I emailed Coca-Cola Support at Coke.com (yes, as you can imagine, I really don’t have much to do …) and here’s a very “safe” / “Covers-all-angles” response from a very polite lady called Sheila, from “Industry and Consumer Affairs” at the Coca-Cola Company:
“Thank you for contacting The Coca-Cola Company about the taste of Coca-Cola classic.
The Coca-Cola Company works closely with all of the independently operated Coca-Cola bottling companies around the world to ensure that the quality and taste of our soft drinks are uniform, regardless of what kind of container they come in or where they are sold.
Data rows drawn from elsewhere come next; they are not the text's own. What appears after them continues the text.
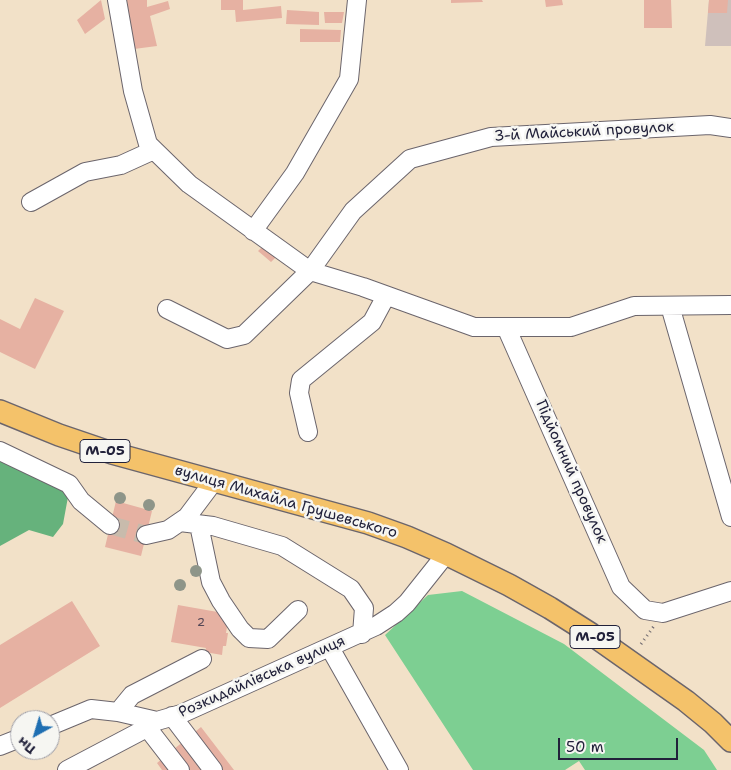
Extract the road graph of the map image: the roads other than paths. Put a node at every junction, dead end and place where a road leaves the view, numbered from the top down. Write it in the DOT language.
graph roads {
  1 [pos="117,0"];
  2 [pos="357,0"];
  3 [pos="731,128"];
  4 [pos="154,150"];
  5 [pos="31,202"];
  6 [pos="253,231"];
  7 [pos="310,271"];
  8 [pos="386,296"];
  9 [pos="731,305"];
  10 [pos="670,306"];
  11 [pos="167,310"];
  12 [pos="506,327"];
  13 [pos="0,411"];
  14 [pos="308,432"];
  15 [pos="0,451"];
  16 [pos="214,481"];
  17 [pos="731,517"];
  18 [pos="180,522"];
  19 [pos="110,525"];
  20 [pos="200,525"];
  21 [pos="146,535"];
  22 [pos="446,554"];
  23 [pos="731,591"];
  24 [pos="298,610"];
  25 [pos="362,634"];
  26 [pos="330,648"];
  27 [pos="202,659"];
  28 [pos="172,716"];
  29 [pos="132,718"];
  30 [pos="60,722"];
  31 [pos="731,741"];
  32 [pos="67,770"];
  33 [pos="167,770"];
  34 [pos="180,770"];
  35 [pos="213,770"];
  36 [pos="399,770"];
  1 -- 4 [label="street"];
  2 -- 6 [label="street"];
  3 -- 7 [label="street, 3-й Майський провулок"];
  4 -- 5 [label="street"];
  4 -- 6 [label="street"];
  6 -- 7 [label="street"];
  7 -- 8 [label="street"];
  7 -- 11 [label="street, 3-й Майський провулок"];
  8 -- 12 [label="street"];
  8 -- 14 [label="street"];
  9 -- 10 [label="street"];
  10 -- 12 [label="street"];
  10 -- 17 [label="street"];
  12 -- 23 [label="street, Підйомний провулок"];
  13 -- 16 [label="main road, вулиця Михайла Грушевського / М-05"];
  15 -- 19 [label="street"];
  16 -- 18 [label="street"];
  16 -- 22 [label="main road, вулиця Михайла Грушевського / М-05"];
  18 -- 20 [label="street"];
  18 -- 21 [label="street"];
  20 -- 24 [label="street"];
  20 -- 25 [label="street"];
  22 -- 25 [label="street, Розкидайлівська вулиця"];
  22 -- 31 [label="main road, вулиця Михайла Грушевського / М-05"];
  25 -- 26 [label="street, Розкидайлівська вулиця"];
  26 -- 28 [label="street, Розкидайлівська вулиця"];
  26 -- 36 [label="street"];
  27 -- 29 [label="street"];
  28 -- 29 [label="street, Розкидайлівська вулиця"];
  28 -- 35 [label="street"];
  29 -- 30 [label="street, Розкидайлівська вулиця"];
  29 -- 32 [label="street"];
  29 -- 33 [label="street"];
  29 -- 34 [label="street"];
}
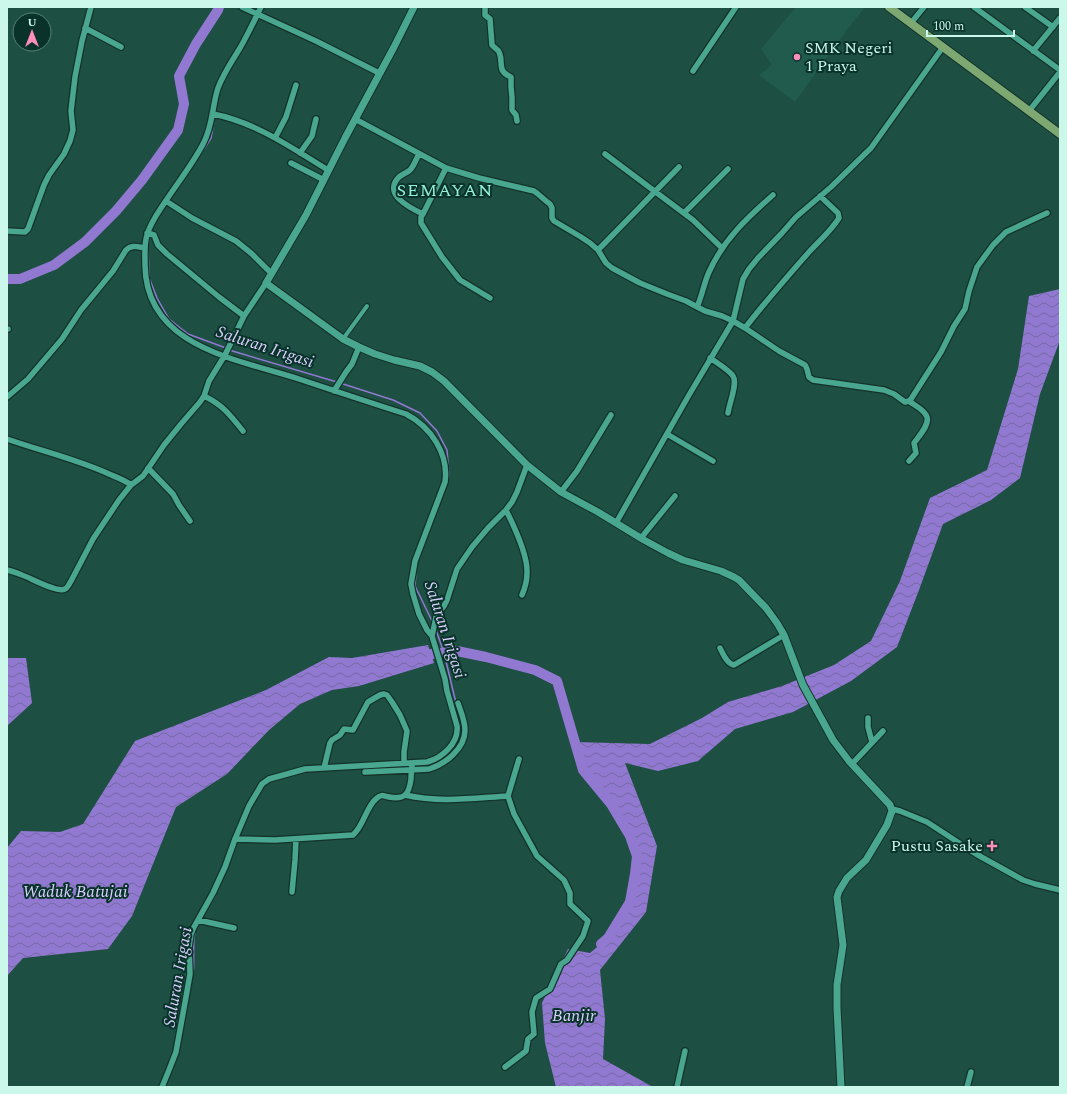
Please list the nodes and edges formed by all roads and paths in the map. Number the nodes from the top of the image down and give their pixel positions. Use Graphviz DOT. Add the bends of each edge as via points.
graph roads {
  1 [pos="91,7"];
  2 [pos="242,7"];
  3 [pos="261,7"];
  4 [pos="414,7"];
  5 [pos="485,7"];
  6 [pos="736,7"];
  7 [pos="889,7"];
  8 [pos="924,7"];
  9 [pos="974,7"];
  10 [pos="1025,7"];
  11 [pos="258,15"];
  12 [pos="1060,18"];
  13 [pos="910,23"];
  14 [pos="1053,27"];
  15 [pos="85,28"];
  16 [pos="121,47"];
  17 [pos="943,47"];
  18 [pos="1033,51"];
  19 [pos="693,71"];
  20 [pos="1060,71"];
  21 [pos="379,73"];
  22 [pos="296,85"];
  23 [pos="1029,111"];
  24 [pos="215,114"];
  25 [pos="316,119"];
  26 [pos="355,119"];
  27 [pos="517,121"];
  28 [pos="1060,134"];
  29 [pos="275,138"];
  30 [pos="300,153"];
  31 [pos="419,154"];
  32 [pos="605,154"];
  33 [pos="291,163"];
  34 [pos="679,167"];
  35 [pos="446,168"];
  36 [pos="328,170"];
  37 [pos="728,170"];
  38 [pos="324,180"];
  39 [pos="655,192"];
  40 [pos="773,195"];
  41 [pos="820,196"];
  42 [pos="166,202"];
  43 [pos="684,213"];
  44 [pos="1047,213"];
  45 [pos="423,214"];
  46 [pos="7,232"];
  47 [pos="150,234"];
  48 [pos="145,248"];
  49 [pos="722,248"];
  50 [pos="598,250"];
  51 [pos="271,273"];
  52 [pos="266,283"];
  53 [pos="490,298"];
  54 [pos="367,306"];
  55 [pos="697,307"];
  56 [pos="244,316"];
  57 [pos="733,321"];
  58 [pos="745,328"];
  59 [pos="343,339"];
  60 [pos="359,347"];
  61 [pos="224,355"];
  62 [pos="710,358"];
  63 [pos="334,391"];
  64 [pos="204,396"];
  65 [pos="7,397"];
  66 [pos="909,401"];
  67 [pos="728,413"];
  68 [pos="611,415"];
  69 [pos="243,430"];
  70 [pos="667,434"];
  71 [pos="7,439"];
  72 [pos="713,461"];
  73 [pos="909,461"];
  74 [pos="527,465"];
  75 [pos="148,468"];
  76 [pos="131,485"];
  77 [pos="561,492"];
  78 [pos="675,496"];
  79 [pos="506,510"];
  80 [pos="190,520"];
  81 [pos="616,523"];
  82 [pos="641,538"];
  83 [pos="7,570"];
  84 [pos="522,595"];
  85 [pos="784,636"];
  86 [pos="432,637"];
  87 [pos="720,648"];
  88 [pos="458,703"];
  89 [pos="459,716"];
  90 [pos="868,718"];
  91 [pos="883,731"];
  92 [pos="872,742"];
  93 [pos="519,759"];
  94 [pos="404,763"];
  95 [pos="852,764"];
  96 [pos="412,767"];
  97 [pos="324,768"];
  98 [pos="365,772"];
  99 [pos="405,795"];
  100 [pos="508,796"];
  101 [pos="892,809"];
  102 [pos="237,839"];
  103 [pos="296,839"];
  104 [pos="1060,890"];
  105 [pos="292,892"];
  106 [pos="200,920"];
  107 [pos="234,928"];
  108 [pos="685,1051"];
  109 [pos="505,1067"];
  110 [pos="971,1072"];
  111 [pos="162,1087"];
  112 [pos="677,1087"];
  113 [pos="841,1087"];
  114 [pos="967,1087"];
  1 -- 15 [label="street"];
  2 -- 11 [label="street"];
  3 -- 11 [label="street"];
  4 -- 21 [label="street"];
  5 -- 27 [label="street" via="485,15 490,19 492,45 499,52 503,71 511,78 512,110"];
  6 -- 19 [label="street"];
  7 -- 13 [label="main road"];
  8 -- 13 [label="street"];
  9 -- 18 [label="street"];
  10 -- 14 [label="street"];
  11 -- 21 [label="street"];
  11 -- 24 [label="street" via="218,88"];
  12 -- 14 [label="street"];
  13 -- 17 [label="main road"];
  14 -- 18 [label="street"];
  15 -- 16 [label="street"];
  15 -- 46 [label="street" via="75,77 71,112 73,130 70,141 49,174 28,229 25,232"];
  17 -- 23 [label="main road"];
  17 -- 41 [label="street" via="871,148"];
  18 -- 20 [label="street"];
  20 -- 23 [label="street"];
  21 -- 26 [label="street"];
  22 -- 29 [label="street" via="286,116"];
  23 -- 28 [label="main road"];
  24 -- 29 [label="street" via="242,122"];
  24 -- 42 [label="street" via="197,155"];
  25 -- 30 [label="street" via="312,136"];
  26 -- 31 [label="street"];
  26 -- 36 [label="street"];
  29 -- 30 [label="street"];
  30 -- 36 [label="street"];
  31 -- 35 [label="street"];
  31 -- 45 [label="street" via="411,169 396,181 394,191 407,206"];
  32 -- 39 [label="street"];
  33 -- 38 [label="street"];
  34 -- 39 [label="street"];
  35 -- 45 [label="street"];
  35 -- 50 [label="street" via="534,191 550,204 554,222 582,237"];
  36 -- 38 [label="street"];
  37 -- 43 [label="street"];
  38 -- 51 [label="street"];
  39 -- 43 [label="street"];
  39 -- 50 [label="street"];
  40 -- 49 [label="street" via="736,230"];
  41 -- 57 [label="street" via="796,217 749,268 743,279"];
  41 -- 58 [label="street" via="838,213 839,218"];
  42 -- 47 [label="street"];
  42 -- 51 [label="street" via="236,240"];
  43 -- 49 [label="street"];
  44 -- 66 [label="street" via="1006,232 992,244 977,267 964,312 956,321 941,352"];
  45 -- 53 [label="street" via="422,226 456,276"];
  47 -- 48 [label="street"];
  47 -- 56 [label="street" via="167,254"];
  48 -- 61 [label="street" via="148,289 165,320 191,342"];
  48 -- 65 [label="street" via="131,246 126,250 62,339 28,379"];
  49 -- 55 [label="street" via="707,276"];
  50 -- 55 [label="street" via="609,266"];
  51 -- 52 [label="street"];
  52 -- 56 [label="street"];
  52 -- 59 [label="street"];
  54 -- 59 [label="street"];
  55 -- 57 [label="street"];
  56 -- 61 [label="street"];
  57 -- 58 [label="street"];
  57 -- 62 [label="street"];
  58 -- 66 [label="street" via="805,365 809,377 813,380 884,390 904,401"];
  59 -- 60 [label="street"];
  60 -- 63 [label="street" via="352,364"];
  60 -- 74 [label="street" via="432,372"];
  61 -- 63 [label="street"];
  61 -- 64 [label="street" via="209,381"];
  62 -- 67 [label="street" via="730,372 734,378"];
  62 -- 70 [label="street"];
  63 -- 86 [label="street" via="411,417 423,426 442,452 445,482 415,561 411,584 419,614"];
  64 -- 69 [label="street" via="220,405"];
  64 -- 75 [label="street"];
  66 -- 73 [label="street" via="928,418 925,428 914,443 916,453"];
  68 -- 77 [label="street"];
  70 -- 72 [label="street"];
  70 -- 81 [label="street"];
  71 -- 76 [label="street" via="98,469"];
  74 -- 77 [label="street"];
  74 -- 79 [label="street" via="517,492"];
  75 -- 76 [label="street" via="143,476"];
  75 -- 80 [label="street" via="173,494"];
  76 -- 83 [label="street" via="93,539 71,581 64,589 52,588"];
  77 -- 81 [label="street"];
  78 -- 82 [label="street"];
  79 -- 84 [label="street" via="526,562 528,575"];
  79 -- 86 [label="street" via="460,563 447,600 436,617"];
  81 -- 82 [label="street"];
  82 -- 85 [label="street" via="683,560 734,576 766,608"];
  85 -- 87 [label="street" via="734,665 728,662"];
  85 -- 95 [label="street" via="803,685 833,740"];
  86 -- 89 [label="street" via="447,691"];
  88 -- 89 [label="street"];
  89 -- 96 [label="street" via="457,736 449,748 441,756"];
  90 -- 92 [label="street"];
  91 -- 92 [label="street"];
  92 -- 95 [label="street"];
  93 -- 100 [label="street"];
  94 -- 96 [label="street"];
  94 -- 97 [label="street"];
  94 -- 97 [label="street" via="407,731 387,695 380,694 368,702 353,730 344,729 332,740"];
  95 -- 101 [label="street"];
  96 -- 98 [label="street"];
  96 -- 99 [label="street" via="410,787"];
  97 -- 102 [label="street" via="305,769 274,777 266,782 249,806"];
  99 -- 100 [label="street" via="435,800"];
  99 -- 103 [label="street" via="398,798 376,798 353,835"];
  100 -- 109 [label="street" via="514,814 537,856 564,880 570,893 570,904 588,921 567,960 561,964 550,989 536,998 532,1012 534,1034 528,1039 526,1051"];
  101 -- 104 [label="street" via="927,822 977,855 1023,880"];
  101 -- 113 [label="street" via="887,825 866,860 847,878 837,896 843,945 837,985"];
  102 -- 103 [label="street"];
  102 -- 106 [label="street"];
  103 -- 105 [label="street"];
  106 -- 107 [label="street"];
  106 -- 111 [label="street" via="190,938 189,979 176,1052"];
  108 -- 112 [label="street"];
  110 -- 114 [label="street"];
}
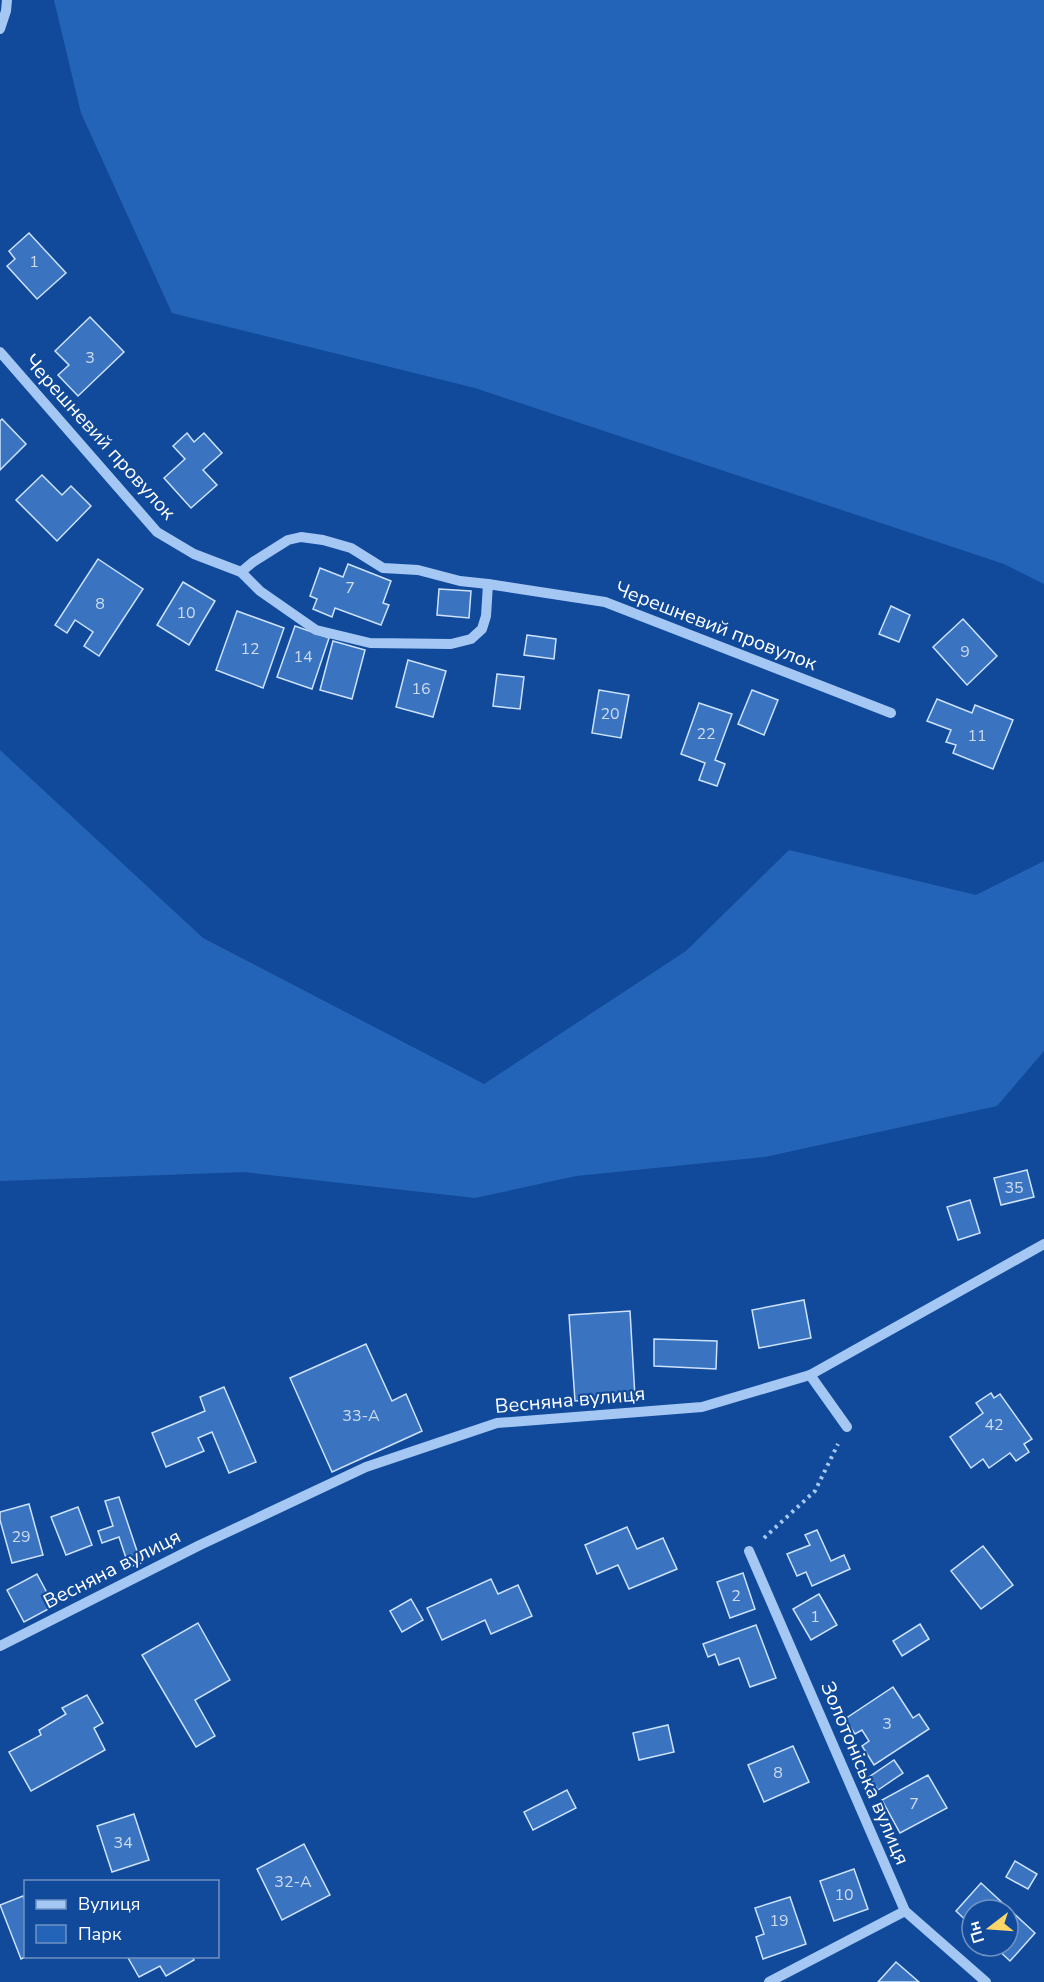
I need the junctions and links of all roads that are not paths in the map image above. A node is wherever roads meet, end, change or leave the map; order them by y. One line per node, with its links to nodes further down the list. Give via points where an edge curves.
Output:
1 (7, 0): 2 (street)
2 (0, 29)
3 (0, 352): 4 (street, Черешневий провулок, via 157,532 194,554)
4 (241, 572): 5 (street, Черешневий провулок, via 282,544 301,537 351,548 383,568 418,570); 5 (street, Черешневий провулок, via 260,591 316,630 370,643 441,644 471,639 482,629)
5 (488, 584): 6 (street, Черешневий провулок, via 605,602)
6 (891, 713)
7 (1041, 1247): 8 (street, Весняна вулиця)
8 (810, 1375): 9 (street); 11 (street, Весняна вулиця, via 702,1407 486,1426 366,1467)
9 (847, 1428)
10 (749, 1551): 12 (street, Золотоніська вулиця)
11 (0, 1646)
12 (905, 1911): 13 (street, Золотоніська вулиця); 14 (street)
13 (980, 1980)
14 (769, 1982)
Although the ratio of syrup to water is the same in all containers, several factors may affect the taste of any sparkling beverage. These factors are storage temperatures, length of storage time, frequent openings and the water used to make the products. Any one of these factors, or any combination of them, may cause you to detect a different taste in the product.
We hope this information is helpful. Should you have additional questions or comments, please feel free to contact us again.”
And here’s my takeaway (read: strictly my OWN opinion) from the email:
“We are addressing Coca-Cola Classic only, so let’s not assume that what I am about to say applies to all the different flavors under the Coca-Cola brand, or subsidiary brands under The Coca-Cola Company.
We partner with local bottling companies and we try our best to apply stringent quality and taste control to ensure consistency throughout … but, whether these bottling companies really follow our guidelines, we don’t know.
Furthermore, I cannot confirm whether Coca-Cola in glass bottles really taste better (even though that might be true) because over 95% of all of our retail Coca-Cola Classic products are probably either in cans or plastic bottles. That means, if I tell you that our beverages taste better in glass packaging, we can reasonably expect a significant decrease in sales for our flagship product in aluminum and plastic packaging. I might as well pack my stuff and bid goodbye to my job.
Factors affecting the taste can be blamed on storage temperature, length of storage time, frequent openings and water used to make them. That also means, everything except for the last item has nothing to do with us and you can conveniently blame the water thing on local bottling companies. No, the different tastes in aluminum and plastic containers have nothing to do with chemicals from the beverage reacting with the elements, because that would be a big no-no.
Now that I’ve successfully fended off your question, please don’t ever put me on the spot again. Thank you.”
So, what’s the REAL answer? I am still trying to find out …
I can down this in about 3.24 seconds. Who’s up for a challenge?